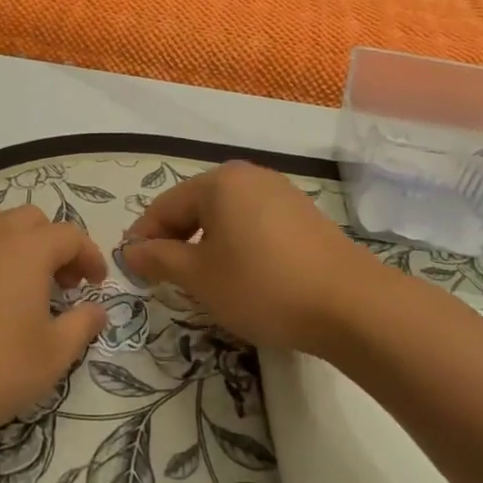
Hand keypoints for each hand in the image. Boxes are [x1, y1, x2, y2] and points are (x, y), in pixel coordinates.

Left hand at [0, 203, 107, 449]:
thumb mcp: (53, 356)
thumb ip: (82, 325)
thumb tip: (97, 310)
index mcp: (27, 249)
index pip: (69, 235)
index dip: (89, 256)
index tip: (95, 284)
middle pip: (30, 219)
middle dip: (52, 244)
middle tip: (60, 283)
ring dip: (11, 237)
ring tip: (15, 273)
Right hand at [120, 161, 388, 356]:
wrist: (351, 305)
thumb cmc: (262, 285)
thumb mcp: (200, 277)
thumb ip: (160, 259)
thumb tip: (131, 251)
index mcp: (219, 182)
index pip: (165, 206)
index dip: (143, 238)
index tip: (132, 269)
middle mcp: (249, 177)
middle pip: (196, 206)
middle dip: (175, 240)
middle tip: (162, 277)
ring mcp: (281, 193)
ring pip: (226, 216)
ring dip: (206, 244)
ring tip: (200, 280)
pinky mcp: (304, 215)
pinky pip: (254, 224)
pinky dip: (237, 245)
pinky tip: (241, 275)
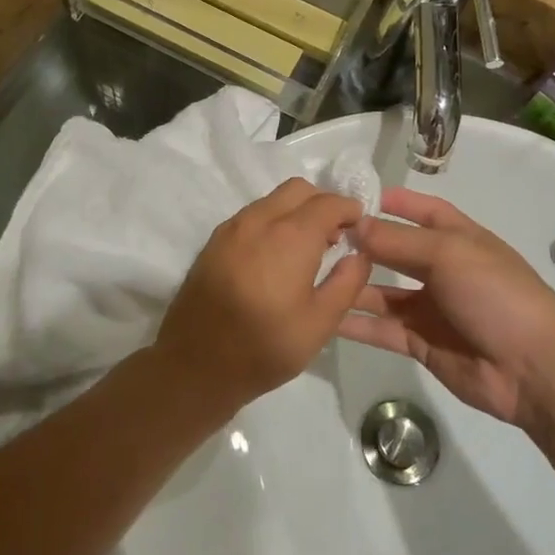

__Aim of the task__:
Each line of the data is to be duplicated exactly; pictures stay out of the copy.

__Response to this task__:
Hand keypoints for each hand in the image. Boxes are [x1, y1, x2, y2] and points are (x, y), in pixel coordinates.

Left hand at [0, 203, 107, 449]:
thumb mcp: (53, 356)
thumb ip: (82, 325)
thumb tip: (97, 310)
index mcp: (27, 249)
index pip: (69, 235)
index dip: (89, 256)
index tip: (95, 284)
middle pip: (30, 219)
middle dip: (52, 244)
middle tip: (60, 283)
ring dip: (11, 237)
ring tip: (15, 273)
Right hand at [120, 161, 388, 356]:
wrist: (351, 305)
thumb cmc: (262, 285)
thumb mcp: (200, 277)
thumb ip: (160, 259)
thumb tip: (131, 251)
index mcp: (219, 182)
index pip: (165, 206)
index dip: (143, 238)
index tip: (132, 269)
middle mcp: (249, 177)
middle pip: (196, 206)
middle dip: (175, 240)
middle tip: (162, 277)
ring mcp: (281, 193)
ring pip: (226, 216)
ring dip: (206, 244)
ring tip: (200, 280)
pinky mcp: (304, 215)
pinky pip: (254, 224)
pinky dip: (237, 245)
pinky tip: (241, 275)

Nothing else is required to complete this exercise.